Yes, Advent is a time to await the Christ child with holy expectation, to pray for and live out the justice of God’s already/not yet kin-dom, to contemplate the Divine mystery of the incarnation.
It is also, for many, a time to shop.
I offer here, for my RevGal friends, a list you can pass along to those who might be shopping for you this holiday season.
Gifts for the Woman Pastor in your Life
Theologian Trading Cards
Your pastor can discover what team her favorite theologian is on: Orthodoxy Dodgers; St. James Padres, Wittenberg Whistle-blowers. . . . Or maybe she’d like to create her own teams: Minnesota Misogynists, Los Not-So-Much-Angels, Wish-I-Could-Have Mets . . .
Liturgical Nail Polish
You can make this gift basket yourself. (In fact, you’ll have to make this yourself because–for reasons I cannot imagine–a search for “liturgical nail polish gift basket” on Amazon only pulls up this craft book.) Just put bottles of white, green, purple, and red polish in a cheery container. For that super-liturgical gal, throw in blue and black polish as well.

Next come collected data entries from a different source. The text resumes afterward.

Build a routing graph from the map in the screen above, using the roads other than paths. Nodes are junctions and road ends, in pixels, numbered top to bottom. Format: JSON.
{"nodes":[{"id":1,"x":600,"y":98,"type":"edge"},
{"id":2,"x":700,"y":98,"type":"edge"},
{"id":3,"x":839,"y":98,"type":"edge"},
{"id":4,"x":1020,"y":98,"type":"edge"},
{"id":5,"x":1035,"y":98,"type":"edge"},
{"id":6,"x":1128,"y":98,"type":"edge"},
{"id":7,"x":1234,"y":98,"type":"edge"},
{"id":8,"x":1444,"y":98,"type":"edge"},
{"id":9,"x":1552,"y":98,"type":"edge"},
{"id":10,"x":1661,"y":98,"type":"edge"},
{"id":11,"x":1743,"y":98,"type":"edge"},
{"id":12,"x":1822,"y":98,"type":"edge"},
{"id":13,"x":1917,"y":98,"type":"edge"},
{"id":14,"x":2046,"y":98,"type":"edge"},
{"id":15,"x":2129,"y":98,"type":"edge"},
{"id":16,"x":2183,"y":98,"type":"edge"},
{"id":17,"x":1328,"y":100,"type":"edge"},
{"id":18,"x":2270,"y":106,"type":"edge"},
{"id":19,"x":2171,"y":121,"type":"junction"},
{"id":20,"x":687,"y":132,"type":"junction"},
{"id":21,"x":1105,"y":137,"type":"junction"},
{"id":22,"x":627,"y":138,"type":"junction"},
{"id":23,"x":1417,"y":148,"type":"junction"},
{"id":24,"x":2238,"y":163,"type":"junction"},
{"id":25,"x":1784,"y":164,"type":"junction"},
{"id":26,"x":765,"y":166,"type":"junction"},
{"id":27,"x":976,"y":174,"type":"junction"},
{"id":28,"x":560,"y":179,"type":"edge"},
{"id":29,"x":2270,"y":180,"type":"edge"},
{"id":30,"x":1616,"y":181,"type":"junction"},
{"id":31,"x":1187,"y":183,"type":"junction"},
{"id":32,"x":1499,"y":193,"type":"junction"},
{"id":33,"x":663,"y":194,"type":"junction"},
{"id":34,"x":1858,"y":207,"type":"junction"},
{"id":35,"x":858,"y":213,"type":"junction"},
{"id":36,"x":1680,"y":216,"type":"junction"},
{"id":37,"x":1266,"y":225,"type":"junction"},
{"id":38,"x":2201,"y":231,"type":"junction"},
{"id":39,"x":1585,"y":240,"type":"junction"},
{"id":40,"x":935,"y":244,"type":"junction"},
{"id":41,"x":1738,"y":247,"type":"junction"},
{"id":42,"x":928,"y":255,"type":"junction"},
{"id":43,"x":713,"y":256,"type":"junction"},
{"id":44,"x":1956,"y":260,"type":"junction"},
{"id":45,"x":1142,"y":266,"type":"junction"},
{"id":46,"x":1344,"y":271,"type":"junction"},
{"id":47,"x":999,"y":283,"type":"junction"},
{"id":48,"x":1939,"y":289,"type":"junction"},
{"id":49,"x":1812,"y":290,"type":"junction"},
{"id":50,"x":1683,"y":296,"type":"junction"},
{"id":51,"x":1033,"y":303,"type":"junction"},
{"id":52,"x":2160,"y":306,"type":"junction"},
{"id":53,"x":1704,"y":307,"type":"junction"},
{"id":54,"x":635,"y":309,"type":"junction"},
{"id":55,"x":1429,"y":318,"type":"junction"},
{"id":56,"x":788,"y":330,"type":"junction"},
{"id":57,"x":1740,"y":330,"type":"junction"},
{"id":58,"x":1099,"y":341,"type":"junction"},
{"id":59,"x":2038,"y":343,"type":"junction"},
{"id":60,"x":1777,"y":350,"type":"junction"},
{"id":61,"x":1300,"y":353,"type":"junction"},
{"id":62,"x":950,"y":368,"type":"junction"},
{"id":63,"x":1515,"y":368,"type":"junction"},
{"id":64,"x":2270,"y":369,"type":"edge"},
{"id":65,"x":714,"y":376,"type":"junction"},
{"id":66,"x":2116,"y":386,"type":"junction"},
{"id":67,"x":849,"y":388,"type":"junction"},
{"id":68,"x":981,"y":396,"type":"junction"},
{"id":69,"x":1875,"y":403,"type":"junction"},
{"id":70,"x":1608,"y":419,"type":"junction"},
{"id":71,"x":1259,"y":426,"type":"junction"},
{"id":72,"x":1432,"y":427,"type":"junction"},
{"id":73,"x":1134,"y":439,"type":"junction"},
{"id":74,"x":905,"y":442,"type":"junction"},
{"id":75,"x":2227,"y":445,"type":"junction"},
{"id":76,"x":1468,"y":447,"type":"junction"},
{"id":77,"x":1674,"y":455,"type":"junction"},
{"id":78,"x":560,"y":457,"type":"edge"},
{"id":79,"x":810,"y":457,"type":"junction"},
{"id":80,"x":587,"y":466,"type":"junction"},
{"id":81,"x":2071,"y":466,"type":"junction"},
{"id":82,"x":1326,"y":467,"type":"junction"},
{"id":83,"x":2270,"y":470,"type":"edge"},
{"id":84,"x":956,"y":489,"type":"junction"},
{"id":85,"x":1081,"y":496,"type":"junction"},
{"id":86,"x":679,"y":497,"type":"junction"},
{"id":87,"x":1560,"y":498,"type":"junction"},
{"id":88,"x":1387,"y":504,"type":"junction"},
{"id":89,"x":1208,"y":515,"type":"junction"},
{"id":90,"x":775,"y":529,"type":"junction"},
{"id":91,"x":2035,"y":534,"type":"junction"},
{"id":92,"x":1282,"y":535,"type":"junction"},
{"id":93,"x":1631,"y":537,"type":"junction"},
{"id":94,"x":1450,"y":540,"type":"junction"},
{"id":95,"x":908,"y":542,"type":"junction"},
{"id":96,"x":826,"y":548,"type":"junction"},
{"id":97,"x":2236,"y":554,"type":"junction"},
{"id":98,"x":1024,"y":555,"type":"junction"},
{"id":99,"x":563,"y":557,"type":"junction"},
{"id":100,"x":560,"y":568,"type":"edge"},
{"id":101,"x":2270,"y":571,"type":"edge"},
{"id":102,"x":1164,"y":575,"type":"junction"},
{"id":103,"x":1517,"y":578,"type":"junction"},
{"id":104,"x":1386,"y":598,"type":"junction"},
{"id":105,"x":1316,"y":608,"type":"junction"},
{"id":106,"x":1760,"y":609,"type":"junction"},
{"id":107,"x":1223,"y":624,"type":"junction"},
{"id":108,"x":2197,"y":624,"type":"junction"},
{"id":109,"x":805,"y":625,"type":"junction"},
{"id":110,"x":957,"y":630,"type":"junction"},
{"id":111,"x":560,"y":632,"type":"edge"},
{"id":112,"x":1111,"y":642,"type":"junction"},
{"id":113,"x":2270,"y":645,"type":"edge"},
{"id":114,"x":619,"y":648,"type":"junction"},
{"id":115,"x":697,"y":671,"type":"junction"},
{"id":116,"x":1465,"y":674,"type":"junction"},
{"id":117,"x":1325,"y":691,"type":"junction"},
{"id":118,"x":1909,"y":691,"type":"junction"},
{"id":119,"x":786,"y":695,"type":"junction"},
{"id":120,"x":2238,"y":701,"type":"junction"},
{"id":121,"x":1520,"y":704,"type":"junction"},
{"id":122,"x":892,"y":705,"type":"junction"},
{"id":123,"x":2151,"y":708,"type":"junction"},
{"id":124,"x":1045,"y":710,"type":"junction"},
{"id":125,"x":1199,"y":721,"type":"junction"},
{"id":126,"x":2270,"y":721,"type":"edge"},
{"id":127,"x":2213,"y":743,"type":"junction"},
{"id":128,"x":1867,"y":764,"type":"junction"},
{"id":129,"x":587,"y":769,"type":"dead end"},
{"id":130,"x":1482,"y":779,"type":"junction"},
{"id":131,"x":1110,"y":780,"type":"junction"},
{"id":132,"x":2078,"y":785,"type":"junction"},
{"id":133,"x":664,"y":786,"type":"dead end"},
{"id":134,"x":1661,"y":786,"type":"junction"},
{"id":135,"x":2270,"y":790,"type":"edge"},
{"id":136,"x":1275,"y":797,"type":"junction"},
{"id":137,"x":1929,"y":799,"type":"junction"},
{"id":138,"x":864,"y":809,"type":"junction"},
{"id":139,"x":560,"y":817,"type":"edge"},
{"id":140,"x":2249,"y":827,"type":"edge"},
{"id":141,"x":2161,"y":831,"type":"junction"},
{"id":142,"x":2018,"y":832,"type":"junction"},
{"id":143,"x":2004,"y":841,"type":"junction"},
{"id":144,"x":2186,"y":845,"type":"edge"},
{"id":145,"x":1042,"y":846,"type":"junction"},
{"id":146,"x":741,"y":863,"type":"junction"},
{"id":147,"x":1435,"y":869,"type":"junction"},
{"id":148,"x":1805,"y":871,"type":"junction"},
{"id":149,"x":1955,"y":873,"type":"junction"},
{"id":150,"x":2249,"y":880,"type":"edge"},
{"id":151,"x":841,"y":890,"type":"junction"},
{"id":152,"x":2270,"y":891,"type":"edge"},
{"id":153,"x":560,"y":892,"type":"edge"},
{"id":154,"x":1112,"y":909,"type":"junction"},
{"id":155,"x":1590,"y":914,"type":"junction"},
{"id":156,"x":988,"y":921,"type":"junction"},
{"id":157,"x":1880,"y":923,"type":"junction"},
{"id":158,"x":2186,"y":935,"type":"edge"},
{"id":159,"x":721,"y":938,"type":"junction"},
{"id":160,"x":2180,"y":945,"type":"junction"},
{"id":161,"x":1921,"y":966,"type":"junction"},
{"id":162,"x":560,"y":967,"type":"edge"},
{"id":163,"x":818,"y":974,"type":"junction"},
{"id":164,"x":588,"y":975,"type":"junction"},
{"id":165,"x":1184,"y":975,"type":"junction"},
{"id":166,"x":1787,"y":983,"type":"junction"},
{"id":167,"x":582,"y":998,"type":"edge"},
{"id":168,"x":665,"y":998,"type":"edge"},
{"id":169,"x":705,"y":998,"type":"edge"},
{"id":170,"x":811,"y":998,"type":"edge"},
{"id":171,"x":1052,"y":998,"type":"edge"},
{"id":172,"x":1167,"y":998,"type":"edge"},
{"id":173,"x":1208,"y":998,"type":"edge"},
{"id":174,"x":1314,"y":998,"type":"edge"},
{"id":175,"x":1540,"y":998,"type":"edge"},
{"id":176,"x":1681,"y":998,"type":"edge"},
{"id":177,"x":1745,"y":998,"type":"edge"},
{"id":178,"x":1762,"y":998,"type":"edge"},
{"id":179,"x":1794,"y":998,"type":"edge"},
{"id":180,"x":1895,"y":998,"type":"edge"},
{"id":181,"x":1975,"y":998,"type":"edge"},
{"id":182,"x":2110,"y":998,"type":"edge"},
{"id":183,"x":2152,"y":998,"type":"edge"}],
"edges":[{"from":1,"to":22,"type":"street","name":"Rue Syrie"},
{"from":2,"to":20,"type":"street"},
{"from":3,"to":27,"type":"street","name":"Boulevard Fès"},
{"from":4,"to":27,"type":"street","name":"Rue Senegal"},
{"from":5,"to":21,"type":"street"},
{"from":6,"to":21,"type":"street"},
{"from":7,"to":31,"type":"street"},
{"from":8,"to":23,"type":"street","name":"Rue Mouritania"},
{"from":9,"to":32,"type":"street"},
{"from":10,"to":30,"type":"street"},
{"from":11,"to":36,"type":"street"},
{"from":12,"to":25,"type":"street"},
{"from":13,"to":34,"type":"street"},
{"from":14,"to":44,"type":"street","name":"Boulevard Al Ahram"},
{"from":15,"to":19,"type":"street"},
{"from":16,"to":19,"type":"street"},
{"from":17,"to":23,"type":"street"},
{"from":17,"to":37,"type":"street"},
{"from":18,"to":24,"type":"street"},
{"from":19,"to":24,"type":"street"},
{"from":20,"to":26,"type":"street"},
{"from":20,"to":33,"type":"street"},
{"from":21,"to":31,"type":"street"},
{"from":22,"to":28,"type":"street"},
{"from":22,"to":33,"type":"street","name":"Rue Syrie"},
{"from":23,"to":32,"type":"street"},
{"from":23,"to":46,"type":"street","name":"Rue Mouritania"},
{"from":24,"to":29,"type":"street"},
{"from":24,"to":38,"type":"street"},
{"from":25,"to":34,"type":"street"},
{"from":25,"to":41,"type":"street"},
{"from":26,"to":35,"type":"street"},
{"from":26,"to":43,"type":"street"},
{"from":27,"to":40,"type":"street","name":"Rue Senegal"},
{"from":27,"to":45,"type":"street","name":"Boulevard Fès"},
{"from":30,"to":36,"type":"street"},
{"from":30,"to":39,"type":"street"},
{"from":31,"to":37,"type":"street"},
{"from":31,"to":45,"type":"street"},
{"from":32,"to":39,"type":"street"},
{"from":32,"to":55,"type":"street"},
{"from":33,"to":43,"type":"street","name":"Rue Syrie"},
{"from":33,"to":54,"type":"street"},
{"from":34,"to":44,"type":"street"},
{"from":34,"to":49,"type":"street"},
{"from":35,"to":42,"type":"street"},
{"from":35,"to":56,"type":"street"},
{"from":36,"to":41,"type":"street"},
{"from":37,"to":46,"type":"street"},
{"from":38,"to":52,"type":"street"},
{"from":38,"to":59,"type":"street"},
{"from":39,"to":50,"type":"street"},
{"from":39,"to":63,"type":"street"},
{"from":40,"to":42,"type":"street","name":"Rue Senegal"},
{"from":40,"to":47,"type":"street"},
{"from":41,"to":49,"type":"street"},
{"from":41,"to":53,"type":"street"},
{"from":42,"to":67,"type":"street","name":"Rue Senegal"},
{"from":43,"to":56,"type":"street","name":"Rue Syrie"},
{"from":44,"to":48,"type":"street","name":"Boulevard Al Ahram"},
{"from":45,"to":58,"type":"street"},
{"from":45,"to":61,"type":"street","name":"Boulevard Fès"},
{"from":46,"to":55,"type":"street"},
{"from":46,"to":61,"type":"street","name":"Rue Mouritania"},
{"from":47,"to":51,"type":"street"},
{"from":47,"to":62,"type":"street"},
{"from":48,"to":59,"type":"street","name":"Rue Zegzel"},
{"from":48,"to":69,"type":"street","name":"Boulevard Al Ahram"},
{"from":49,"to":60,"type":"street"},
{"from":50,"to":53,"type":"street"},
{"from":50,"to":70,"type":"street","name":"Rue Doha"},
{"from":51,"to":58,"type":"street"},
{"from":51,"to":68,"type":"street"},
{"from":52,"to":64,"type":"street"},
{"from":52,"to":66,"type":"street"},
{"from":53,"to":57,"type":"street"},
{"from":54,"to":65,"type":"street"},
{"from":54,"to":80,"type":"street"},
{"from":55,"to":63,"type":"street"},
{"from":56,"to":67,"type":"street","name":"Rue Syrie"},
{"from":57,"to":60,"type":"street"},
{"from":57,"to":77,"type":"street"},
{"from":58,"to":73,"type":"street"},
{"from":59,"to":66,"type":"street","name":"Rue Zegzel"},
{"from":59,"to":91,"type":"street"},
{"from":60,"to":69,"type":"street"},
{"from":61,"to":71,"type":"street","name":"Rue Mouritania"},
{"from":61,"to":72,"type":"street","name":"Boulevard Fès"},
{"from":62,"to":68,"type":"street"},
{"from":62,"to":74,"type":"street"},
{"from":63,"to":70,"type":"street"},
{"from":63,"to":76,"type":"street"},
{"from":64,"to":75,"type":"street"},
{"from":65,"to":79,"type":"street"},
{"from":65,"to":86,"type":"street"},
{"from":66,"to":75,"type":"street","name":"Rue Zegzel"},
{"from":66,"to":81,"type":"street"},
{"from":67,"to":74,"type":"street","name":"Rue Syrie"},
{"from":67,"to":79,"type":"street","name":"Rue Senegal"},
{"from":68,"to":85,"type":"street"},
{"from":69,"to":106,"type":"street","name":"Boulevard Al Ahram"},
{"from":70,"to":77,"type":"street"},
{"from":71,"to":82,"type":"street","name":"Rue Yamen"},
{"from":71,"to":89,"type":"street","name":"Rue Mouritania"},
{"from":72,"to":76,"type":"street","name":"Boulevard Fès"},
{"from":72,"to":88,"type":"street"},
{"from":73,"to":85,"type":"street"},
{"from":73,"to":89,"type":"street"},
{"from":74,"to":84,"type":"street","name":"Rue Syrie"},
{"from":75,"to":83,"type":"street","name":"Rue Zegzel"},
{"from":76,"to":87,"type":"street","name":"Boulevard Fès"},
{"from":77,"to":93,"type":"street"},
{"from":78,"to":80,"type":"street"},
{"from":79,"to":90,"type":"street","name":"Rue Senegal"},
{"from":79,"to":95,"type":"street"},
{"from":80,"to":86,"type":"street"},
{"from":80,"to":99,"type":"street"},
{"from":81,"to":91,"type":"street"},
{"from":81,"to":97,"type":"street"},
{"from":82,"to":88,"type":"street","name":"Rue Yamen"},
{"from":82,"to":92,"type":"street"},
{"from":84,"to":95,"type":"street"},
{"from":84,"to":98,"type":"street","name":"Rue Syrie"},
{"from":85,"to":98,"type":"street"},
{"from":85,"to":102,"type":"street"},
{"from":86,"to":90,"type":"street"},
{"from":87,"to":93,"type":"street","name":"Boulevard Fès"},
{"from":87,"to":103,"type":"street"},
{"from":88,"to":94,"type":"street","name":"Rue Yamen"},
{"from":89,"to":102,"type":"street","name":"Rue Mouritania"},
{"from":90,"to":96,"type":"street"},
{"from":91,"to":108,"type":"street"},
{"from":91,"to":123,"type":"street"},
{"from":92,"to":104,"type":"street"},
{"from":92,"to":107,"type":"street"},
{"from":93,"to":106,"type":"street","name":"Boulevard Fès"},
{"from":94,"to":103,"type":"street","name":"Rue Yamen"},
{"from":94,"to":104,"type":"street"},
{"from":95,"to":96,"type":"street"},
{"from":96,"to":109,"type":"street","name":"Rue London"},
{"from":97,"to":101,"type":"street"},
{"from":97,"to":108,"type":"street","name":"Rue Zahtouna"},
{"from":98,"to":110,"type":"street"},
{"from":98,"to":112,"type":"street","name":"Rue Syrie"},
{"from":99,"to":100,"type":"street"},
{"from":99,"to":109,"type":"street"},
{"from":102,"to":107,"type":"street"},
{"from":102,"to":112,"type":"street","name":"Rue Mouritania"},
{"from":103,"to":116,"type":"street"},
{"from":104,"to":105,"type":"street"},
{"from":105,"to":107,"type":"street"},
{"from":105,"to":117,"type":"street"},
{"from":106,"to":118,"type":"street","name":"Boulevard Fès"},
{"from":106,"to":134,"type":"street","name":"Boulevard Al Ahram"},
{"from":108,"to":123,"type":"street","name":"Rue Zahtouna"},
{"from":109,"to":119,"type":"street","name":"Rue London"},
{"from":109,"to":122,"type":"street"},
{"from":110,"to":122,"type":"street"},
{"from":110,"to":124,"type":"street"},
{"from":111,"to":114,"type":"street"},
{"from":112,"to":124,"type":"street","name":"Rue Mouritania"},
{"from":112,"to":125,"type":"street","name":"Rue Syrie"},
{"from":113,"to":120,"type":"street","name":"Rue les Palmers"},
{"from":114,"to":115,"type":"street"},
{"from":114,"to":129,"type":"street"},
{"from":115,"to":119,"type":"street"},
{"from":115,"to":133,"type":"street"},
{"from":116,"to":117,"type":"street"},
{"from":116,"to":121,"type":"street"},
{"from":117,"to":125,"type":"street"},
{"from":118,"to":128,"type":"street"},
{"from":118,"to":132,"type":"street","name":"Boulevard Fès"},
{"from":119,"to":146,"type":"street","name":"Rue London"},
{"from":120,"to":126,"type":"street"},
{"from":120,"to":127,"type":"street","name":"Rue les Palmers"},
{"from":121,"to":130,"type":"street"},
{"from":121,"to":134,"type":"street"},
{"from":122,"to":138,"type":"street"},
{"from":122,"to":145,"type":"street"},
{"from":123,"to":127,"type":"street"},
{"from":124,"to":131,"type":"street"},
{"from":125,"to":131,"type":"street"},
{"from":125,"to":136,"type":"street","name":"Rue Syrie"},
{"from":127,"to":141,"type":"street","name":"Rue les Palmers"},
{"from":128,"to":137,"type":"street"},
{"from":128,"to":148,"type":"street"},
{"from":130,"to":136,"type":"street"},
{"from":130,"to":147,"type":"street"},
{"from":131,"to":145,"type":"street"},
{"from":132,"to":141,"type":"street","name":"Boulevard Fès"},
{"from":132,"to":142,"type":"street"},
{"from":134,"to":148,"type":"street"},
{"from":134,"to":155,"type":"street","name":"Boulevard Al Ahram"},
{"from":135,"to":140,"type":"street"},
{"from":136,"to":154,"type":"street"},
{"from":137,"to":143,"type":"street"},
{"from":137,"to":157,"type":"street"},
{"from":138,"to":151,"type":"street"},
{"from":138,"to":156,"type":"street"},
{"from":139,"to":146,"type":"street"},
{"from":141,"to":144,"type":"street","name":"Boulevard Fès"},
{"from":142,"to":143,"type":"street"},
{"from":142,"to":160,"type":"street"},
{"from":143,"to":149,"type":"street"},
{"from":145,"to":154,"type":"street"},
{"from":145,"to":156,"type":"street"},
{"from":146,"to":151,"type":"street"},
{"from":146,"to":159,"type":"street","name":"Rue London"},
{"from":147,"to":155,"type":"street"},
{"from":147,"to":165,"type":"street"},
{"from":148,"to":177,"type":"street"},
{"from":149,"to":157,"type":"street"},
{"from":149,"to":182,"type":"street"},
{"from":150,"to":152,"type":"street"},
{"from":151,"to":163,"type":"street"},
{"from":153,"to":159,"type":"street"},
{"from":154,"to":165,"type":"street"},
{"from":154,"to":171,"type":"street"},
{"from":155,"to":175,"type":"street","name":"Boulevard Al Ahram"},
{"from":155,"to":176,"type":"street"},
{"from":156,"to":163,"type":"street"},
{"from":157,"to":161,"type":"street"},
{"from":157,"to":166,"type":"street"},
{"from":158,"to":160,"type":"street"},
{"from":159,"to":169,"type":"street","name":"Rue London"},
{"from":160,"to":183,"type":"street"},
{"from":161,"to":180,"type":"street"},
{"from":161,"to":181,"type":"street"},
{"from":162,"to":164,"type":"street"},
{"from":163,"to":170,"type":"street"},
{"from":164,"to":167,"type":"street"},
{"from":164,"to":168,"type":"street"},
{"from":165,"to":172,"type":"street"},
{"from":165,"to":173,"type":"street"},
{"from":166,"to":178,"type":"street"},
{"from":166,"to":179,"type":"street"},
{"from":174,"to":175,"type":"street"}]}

A Sermon for Every Sunday subscription
I know that not everyone is crazy about the idea of video sermons. And there is much we could debate about the given selection of “best” preachers. Still, this service has its uses. For example, it could be fun to lip sync to these preachers. Imagine your pastor standing up in the pulpit one Sunday and Will Willimon’s voice coming out of her mouth! (Best. April. Fools. Ever.) Or, after a particularly discouraging day, your pastor could just put Grace Imathiu on a continuous loop . . .
A Textweek Sponsorship
Because textweek is awesome and Jenee Woodard is amazing.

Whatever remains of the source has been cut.